Welcome to WebmasterWorld Guest from 54.205.60.171

Forum Moderators: open

Message Too Old, No Replies

FAST index: stop words, size and coverage

"Careful about what we put into the catalog"

     
7:27 am on Jun 14, 2002 (gmt 0)

New User

10+ Year Member

joined:Aug 22, 2001
posts:9
votes: 0


Discussion expanded from incoming links [webmasterworld.com] topic, with in-depth clarification:

Another point I'd love to have some clarification on:

Stopwords and size of index. FAST doesn't utilize stopwords. Does that imply you have to store more indexed text as you'd have to when using stopwords? Is that a limiting factor to increasing your index?


Hi Heini,

Stopwords are indexed as part of our index, but are given very little weight during ranking, of course. The reason to have them there is to offer TRUE phrase matching (like "to be or not to be", "the best of the who").
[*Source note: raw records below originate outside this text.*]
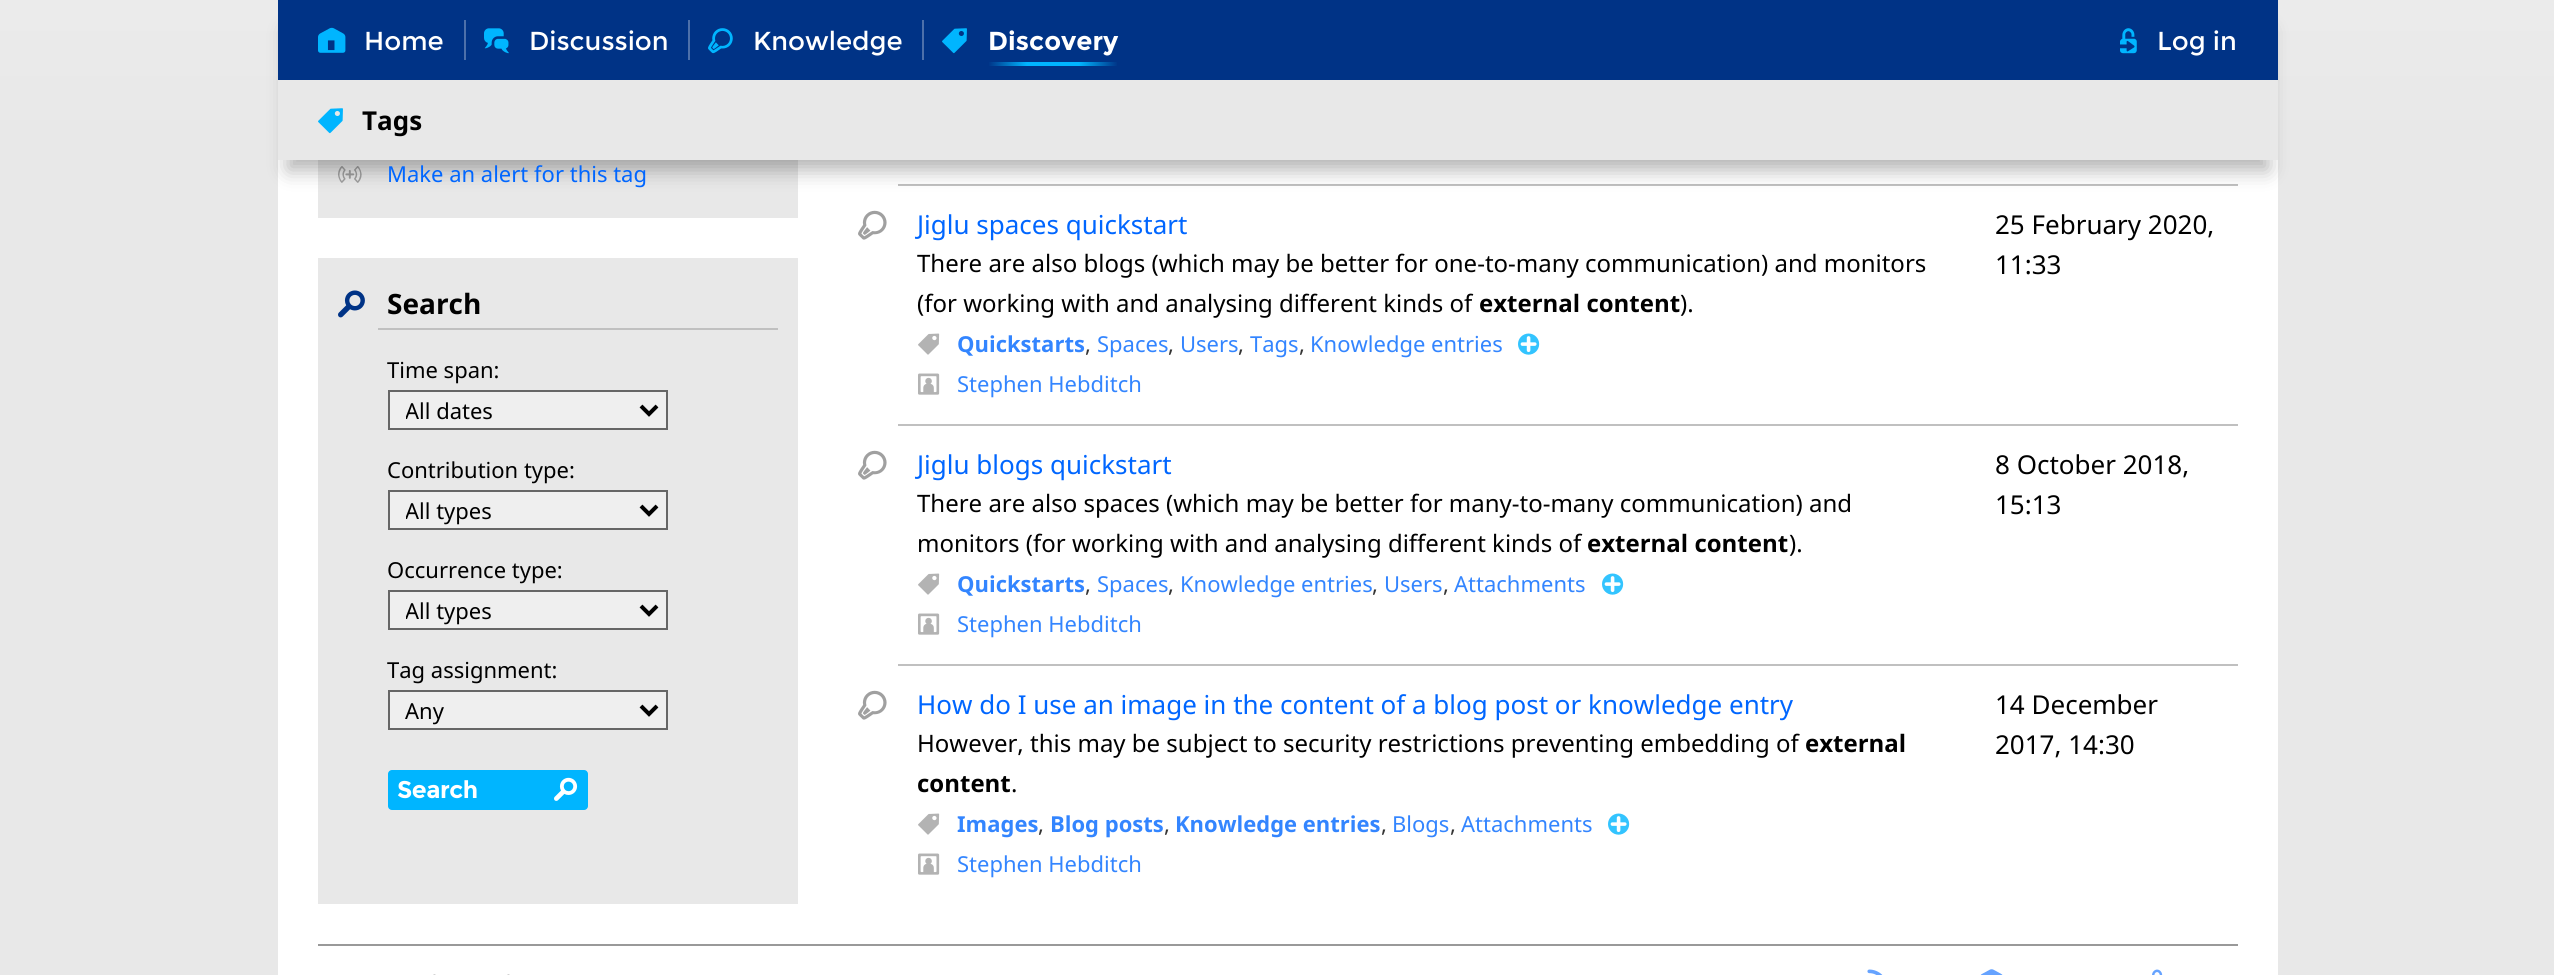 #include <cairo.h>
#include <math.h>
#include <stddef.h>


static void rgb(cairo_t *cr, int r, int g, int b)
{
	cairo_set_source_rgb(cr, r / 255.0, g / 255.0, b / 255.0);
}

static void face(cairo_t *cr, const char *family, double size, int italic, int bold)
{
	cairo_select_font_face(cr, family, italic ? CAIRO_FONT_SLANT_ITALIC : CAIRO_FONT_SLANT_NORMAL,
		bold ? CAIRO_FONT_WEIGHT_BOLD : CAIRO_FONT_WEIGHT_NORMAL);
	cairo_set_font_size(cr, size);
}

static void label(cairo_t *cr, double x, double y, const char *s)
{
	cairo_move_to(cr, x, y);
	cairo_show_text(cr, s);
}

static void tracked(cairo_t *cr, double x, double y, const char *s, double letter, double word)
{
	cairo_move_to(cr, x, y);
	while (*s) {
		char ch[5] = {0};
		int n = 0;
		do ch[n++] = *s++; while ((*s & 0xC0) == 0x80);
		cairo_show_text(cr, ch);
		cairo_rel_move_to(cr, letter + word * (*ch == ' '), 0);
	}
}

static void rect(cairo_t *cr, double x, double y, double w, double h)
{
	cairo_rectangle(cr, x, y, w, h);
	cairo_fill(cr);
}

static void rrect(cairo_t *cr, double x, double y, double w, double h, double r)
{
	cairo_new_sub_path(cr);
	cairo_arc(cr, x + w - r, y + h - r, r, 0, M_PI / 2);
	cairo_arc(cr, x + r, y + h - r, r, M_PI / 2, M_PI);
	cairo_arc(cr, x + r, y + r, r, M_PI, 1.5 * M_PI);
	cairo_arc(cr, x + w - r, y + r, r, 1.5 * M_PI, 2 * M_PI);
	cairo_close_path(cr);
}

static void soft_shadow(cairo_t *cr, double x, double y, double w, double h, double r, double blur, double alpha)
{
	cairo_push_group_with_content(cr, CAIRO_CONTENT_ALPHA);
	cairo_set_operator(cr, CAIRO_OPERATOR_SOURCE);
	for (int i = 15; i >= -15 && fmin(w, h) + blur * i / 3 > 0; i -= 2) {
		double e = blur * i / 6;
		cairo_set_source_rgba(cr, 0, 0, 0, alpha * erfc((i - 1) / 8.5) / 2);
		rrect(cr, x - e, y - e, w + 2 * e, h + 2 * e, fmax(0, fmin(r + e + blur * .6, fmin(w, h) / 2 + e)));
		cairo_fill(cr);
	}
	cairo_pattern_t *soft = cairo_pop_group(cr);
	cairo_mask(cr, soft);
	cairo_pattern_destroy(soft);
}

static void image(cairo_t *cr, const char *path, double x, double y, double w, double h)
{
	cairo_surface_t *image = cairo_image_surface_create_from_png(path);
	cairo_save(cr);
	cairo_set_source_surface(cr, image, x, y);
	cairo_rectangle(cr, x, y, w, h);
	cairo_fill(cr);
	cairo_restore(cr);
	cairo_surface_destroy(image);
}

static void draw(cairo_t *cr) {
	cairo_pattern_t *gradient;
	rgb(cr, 255, 255, 255);
	cairo_paint(cr);
	gradient = cairo_pattern_create_linear(1277, -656, 1277, 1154);
	cairo_pattern_add_color_stop_rgba(gradient, 0, 0.98, 0.98, 0.98, 1);
	cairo_pattern_add_color_stop_rgba(gradient, 0.44, 0.91, 0.91, 0.91, 1);
	cairo_set_source(cr, gradient);
	cairo_pattern_destroy(gradient);
	rect(cr, 0, 0, 2554, 975);
	rgb(cr, 255, 255, 255);
	rect(cr, 278, 160, 2000, 815);
	rgb(cr, 232, 232, 232);
	rect(cr, 318, 160, 480, 744);
	image(cr, "image11.png", 338, 166, 24, 17);
	rgb(cr, 192, 192, 192);
	rect(cr, 898, 184, 1340, 2);
	rgb(cr, 0, 0, 0);
	soft_shadow(cr, 288, 30, 1980, 140, 0, 10, 0.3);
	rgb(cr, 0, 51, 134);
	rect(cr, 278, 0, 2000, 80);
	image(cr, "image0.png", 318, 27, 28, 26);
	face(cr, "Montserrat", 26, 0, 0);
	rgb(cr, 255, 255, 255);
	label(cr, 364, 50, "Home");
	rgb(cr, 77, 112, 170);
	rect(cr, 464, 20, 2, 40);
	image(cr, "image1.png", 484, 28, 25, 26);
	rgb(cr, 255, 255, 255);
	label(cr, 529, 50, "Discussion");
	rgb(cr, 77, 112, 170);
	rect(cr, 688, 20, 2, 40);
	image(cr, "image2.png", 708, 28, 25, 26);
	rgb(cr, 255, 255, 255);
	label(cr, 753, 50, "Knowledge");
	rgb(cr, 77, 112, 170);
	rect(cr, 922, 20, 2, 40);
	image(cr, "image3.png", 942, 28, 25, 26);
	face(cr, "Montserrat", 26, 0, 1);
	rgb(cr, 255, 255, 255);
	label(cr, 988, 50, "Discovery");
	image(cr, "image4.png", 989, 62, 128, 4);
	image(cr, "image5.png", 2120, 28, 17, 26);
	face(cr, "Montserrat", 26, 0, 0);
	label(cr, 2157, 50, "Log in");
	rgb(cr, 232, 232, 232);
	rect(cr, 278, 80, 2000, 80);
	image(cr, "image6.png", 318, 108, 25, 26);
	face(cr, "Noto Sans", 26, 0, 1);
	rgb(cr, 0, 0, 0);
	label(cr, 362, 130, "Tags");
	rgb(cr, 153, 153, 153);
	rect(cr, 318, 944, 1920, 2);
	image(cr, "image7.png", 433, 974, 3, 1);
	image(cr, "image7.png", 507, 974, 3, 1);
	image(cr, "image8.png", 1867, 969, 16, 6);
	image(cr, "image9.png", 1980, 969, 23, 6);
	image(cr, "image10.png", 2152, 969, 11, 6);
	face(cr, "Noto Sans", 22, 0, 0);
	rgb(cr, 0, 102, 255);
	label(cr, 387, 182, "Make an alert for this tag");
	rgb(cr, 255, 255, 255);
	rect(cr, 318, 218, 480, 40);
	rgb(cr, 192, 192, 192);
	rect(cr, 378, 328, 400, 2);
	image(cr, "image12.png", 338, 290, 27, 28);
	face(cr, "Noto Sans", 28, 0, 1);
	rgb(cr, 0, 0, 0);
	label(cr, 387, 314, "Search");
	face(cr, "Noto Sans", 22, 0, 0);
	label(cr, 387, 378, "Time span:");
	rgb(cr, 239, 239, 239);
	cairo_rectangle(cr, 389, 391, 278, 38);
	cairo_fill_preserve(cr);
	rgb(cr, 102, 102, 102);
	cairo_stroke(cr);
	cairo_new_path(cr);
	cairo_move_to(cr, 641, 406);
	cairo_line_to(cr, 649, 414);
	cairo_line_to(cr, 657, 406);
	rgb(cr, 0, 0, 0);
	cairo_set_line_width(cr, 4);
	cairo_stroke(cr);
	cairo_save(cr);
	cairo_rectangle(cr, 406, 394, 220, 34);
	cairo_clip(cr);
	label(cr, 405, 419, "All dates");
	cairo_restore(cr);
	label(cr, 387, 478, "Contribution type:");
	rgb(cr, 239, 239, 239);
	cairo_rectangle(cr, 389, 491, 278, 38);
	cairo_fill_preserve(cr);
	rgb(cr, 102, 102, 102);
	cairo_set_line_width(cr, 2);
	cairo_stroke(cr);
	cairo_new_path(cr);
	cairo_move_to(cr, 641, 506);
	cairo_line_to(cr, 649, 514);
	cairo_line_to(cr, 657, 506);
	rgb(cr, 0, 0, 0);
	cairo_set_line_width(cr, 4);
	cairo_stroke(cr);
	cairo_save(cr);
	cairo_rectangle(cr, 406, 494, 220, 34);
	cairo_clip(cr);
	label(cr, 405, 519, "All types");
	cairo_restore(cr);
	label(cr, 387, 578, "Occurrence type:");
	rgb(cr, 239, 239, 239);
	cairo_rectangle(cr, 389, 591, 278, 38);
	cairo_fill_preserve(cr);
	rgb(cr, 102, 102, 102);
	cairo_set_line_width(cr, 2);
	cairo_stroke(cr);
	cairo_new_path(cr);
	cairo_move_to(cr, 641, 606);
	cairo_line_to(cr, 649, 614);
	cairo_line_to(cr, 657, 606);
	rgb(cr, 0, 0, 0);
	cairo_set_line_width(cr, 4);
	cairo_stroke(cr);
	cairo_save(cr);
	cairo_rectangle(cr, 406, 594, 220, 34);
	cairo_clip(cr);
	label(cr, 405, 619, "All types");
	cairo_restore(cr);
	label(cr, 387, 678, "Tag assignment:");
	rgb(cr, 239, 239, 239);
	cairo_rectangle(cr, 389, 691, 278, 38);
	cairo_fill_preserve(cr);
	rgb(cr, 102, 102, 102);
	cairo_set_line_width(cr, 2);
	cairo_stroke(cr);
	cairo_new_path(cr);
	cairo_move_to(cr, 641, 706);
	cairo_line_to(cr, 649, 714);
	cairo_line_to(cr, 657, 706);
	rgb(cr, 0, 0, 0);
	cairo_set_line_width(cr, 4);
	cairo_stroke(cr);
	label(cr, 405, 719, "Any");
	rgb(cr, 0, 181, 255);
	rrect(cr, 388, 770, 200, 40, 4);
	cairo_fill(cr);
	face(cr, "Montserrat", 24, 0, 1);
	rgb(cr, 255, 255, 255);
	tracked(cr, 397, 798, "Search", -0.5, 0);
	image(cr, "image13.png", 554, 777, 24, 24);
	image(cr, "image14.png", 858, 210, 29, 30);
	face(cr, "Noto Sans", 26, 0, 0);
	rgb(cr, 0, 102, 255);
	label(cr, 917, 234, "Jiglu spaces quickstart");
	face(cr, "Noto Sans", 24, 0, 0);
	rgb(cr, 0, 0, 0);
	label(cr, 917, 272, "There are also blogs (which may be better for one-to-many communication) and monitors");
	label(cr, 917, 312, "(for working with and analysing different kinds of");
	face(cr, "Noto Sans", 24, 0, 1);
	label(cr, 1479, 312, "external content");
	face(cr, "Noto Sans", 24, 0, 0);
	label(cr, 1680, 312, ").");
	image(cr, "image15.png", 918, 333, 22, 22);
	face(cr, "Noto Sans", 22, 0, 1);
	rgb(cr, 51, 133, 255);
	label(cr, 957, 352, "Quickstarts");
	face(cr, "Noto Sans", 22, 0, 0);
	rgb(cr, 51, 51, 51);
	label(cr, 1085, 352, ",");
	rgb(cr, 51, 133, 255);
	label(cr, 1097, 352, "Spaces");
	rgb(cr, 51, 51, 51);
	label(cr, 1168, 352, ",");
	rgb(cr, 51, 133, 255);
	label(cr, 1180, 352, "Users");
	rgb(cr, 51, 51, 51);
	label(cr, 1238, 352, ",");
	rgb(cr, 51, 133, 255);
	label(cr, 1250, 352, "Tags");
	rgb(cr, 51, 51, 51);
	label(cr, 1299, 352, ",");
	rgb(cr, 51, 133, 255);
	label(cr, 1310, 352, "Knowledge entries");
	image(cr, "image16.png", 1518, 333, 22, 22);
	image(cr, "image17.png", 918, 373, 22, 22);
	label(cr, 957, 392, "Stephen Hebditch");
	face(cr, "Noto Sans", 26, 0, 0);
	rgb(cr, 0, 0, 0);
	label(cr, 1995, 234, "25 February 2020,");
	label(cr, 1995, 274, "11:33");
	image(cr, "image14.png", 858, 450, 29, 30);
	rgb(cr, 192, 192, 192);
	rect(cr, 898, 424, 1340, 2);
	rgb(cr, 0, 102, 255);
	label(cr, 917, 474, "Jiglu blogs quickstart");
	face(cr, "Noto Sans", 24, 0, 0);
	rgb(cr, 0, 0, 0);
	label(cr, 917, 512, "There are also spaces (which may be better for many-to-many communication) and");
	label(cr, 917, 552, "monitors (for working with and analysing different kinds of");
	face(cr, "Noto Sans", 24, 0, 1);
	label(cr, 1587, 552, "external content");
	face(cr, "Noto Sans", 24, 0, 0);
	label(cr, 1789, 552, ").");
	image(cr, "image15.png", 918, 573, 22, 22);
	face(cr, "Noto Sans", 22, 0, 1);
	rgb(cr, 51, 133, 255);
	label(cr, 957, 592, "Quickstarts");
	face(cr, "Noto Sans", 22, 0, 0);
	rgb(cr, 51, 51, 51);
	label(cr, 1085, 592, ",");
	rgb(cr, 51, 133, 255);
	label(cr, 1097, 592, "Spaces");
	rgb(cr, 51, 51, 51);
	label(cr, 1168, 592, ",");
	rgb(cr, 51, 133, 255);
	label(cr, 1180, 592, "Knowledge entries");
	rgb(cr, 51, 51, 51);
	label(cr, 1372, 592, ",");
	rgb(cr, 51, 133, 255);
	label(cr, 1384, 592, "Users");
	rgb(cr, 51, 51, 51);
	label(cr, 1443, 592, ",");
	rgb(cr, 51, 133, 255);
	label(cr, 1454, 592, "Attachments");
	image(cr, "image16.png", 1602, 573, 22, 22);
	image(cr, "image17.png", 918, 613, 22, 22);
	label(cr, 957, 632, "Stephen Hebditch");
	face(cr, "Noto Sans", 26, 0, 0);
	rgb(cr, 0, 0, 0);
	label(cr, 1995, 474, "8 October 2018,");
	label(cr, 1995, 514, "15:13");
	image(cr, "image14.png", 858, 690, 29, 30);
	rgb(cr, 192, 192, 192);
	rect(cr, 898, 664, 1340, 2);
	rgb(cr, 0, 102, 255);
	label(cr, 917, 714, "How do I use an image in the content of a blog post or knowledge entry");
	face(cr, "Noto Sans", 24, 0, 0);
	rgb(cr, 0, 0, 0);
	label(cr, 917, 752, "However, this may be subject to security restrictions preventing embedding of");
	face(cr, "Noto Sans", 24, 0, 1);
	label(cr, 1805, 752, "external");
	label(cr, 917, 792, "content");
	face(cr, "Noto Sans", 24, 0, 0);
	label(cr, 1011, 792, ".");
	image(cr, "image15.png", 918, 813, 22, 22);
	face(cr, "Noto Sans", 22, 0, 1);
	rgb(cr, 51, 133, 255);
	label(cr, 957, 832, "Images");
	face(cr, "Noto Sans", 22, 0, 0);
	rgb(cr, 51, 51, 51);
	label(cr, 1038, 832, ",");
	face(cr, "Noto Sans", 22, 0, 1);
	rgb(cr, 51, 133, 255);
	label(cr, 1050, 832, "Blog posts");
	face(cr, "Noto Sans", 22, 0, 0);
	rgb(cr, 51, 51, 51);
	label(cr, 1164, 832, ",");
	face(cr, "Noto Sans", 22, 0, 1);
	rgb(cr, 51, 133, 255);
	label(cr, 1175, 832, "Knowledge entries");
	face(cr, "Noto Sans", 22, 0, 0);
	rgb(cr, 51, 51, 51);
	label(cr, 1381, 832, ",");
	rgb(cr, 51, 133, 255);
	label(cr, 1392, 832, "Blogs");
	rgb(cr, 51, 51, 51);
	label(cr, 1450, 832, ",");
	rgb(cr, 51, 133, 255);
	label(cr, 1461, 832, "Attachments");
	image(cr, "image16.png", 1608, 813, 22, 22);
	image(cr, "image17.png", 918, 853, 22, 22);
	label(cr, 957, 872, "Stephen Hebditch");
	face(cr, "Noto Sans", 26, 0, 0);
	rgb(cr, 0, 0, 0);
	label(cr, 1995, 714, "14 December");
	label(cr, 1995, 754, "2017, 14:30");
}

int main(void) {
	cairo_surface_t *surface = cairo_image_surface_create(CAIRO_FORMAT_RGB24, 2554, 975);
	cairo_t *cr = cairo_create(surface);
	cairo_font_options_t *options = cairo_font_options_create();
	cairo_font_options_set_hint_metrics(options, CAIRO_HINT_METRICS_OFF);
	cairo_font_options_set_hint_style(options, CAIRO_HINT_STYLE_NONE);
	cairo_set_font_options(cr, options);
	cairo_set_miter_limit(cr, 4);
	draw(cr);
	cairo_surface_write_to_png(surface, "render.png");
	cairo_font_options_destroy(options);
	cairo_destroy(cr);
	cairo_surface_destroy(surface);
	return 0;
}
Our algorithms handle this in a clever way, and it has no impact on scaling at all. ;-)

- Knut Magne / FAST

[edited by: Marcia at 3:20 am (utc) on June 17, 2002]

1:57 pm on June 14, 2002 (gmt 0)

Senior Member

WebmasterWorld Senior Member heini is a WebmasterWorld Top Contributor of All Time 10+ Year Member

joined:Jan 31, 2001
posts:4404
votes: 0


Thanks, Knut Magne

The true phrase matching is a cool feature. All the better if it doesn't drain on your resources.

Scalability is one of the features FAST always emphasizes - do you plan to enlarge your index even further over the next months?

11:18 am on June 16, 2002 (gmt 0)

New User

10+ Year Member

joined:Aug 22, 2001
posts:9
votes: 0


Our scalability is a key features in most of our large scale enterprise installations (like FirstGov, eBay, Reuters). On the Web Search arena, we focus more on reach and coverage than the actual size number, and if you do studies on our index, you will find our coverage to be quite superior..

- Knut Magne / FAST

2:26 pm on June 16, 2002 (gmt 0)

Moderator from DK 

WebmasterWorld Administrator 10+ Year Member

joined:Oct 23, 2000
posts:2541
votes: 4


Hej Knut Magne,
Tak for dine svar :)

>reach and coverage

By this do mean that you foucs more on getting out in the corners of the web and finding special unique/content, rather than sheer number of pages?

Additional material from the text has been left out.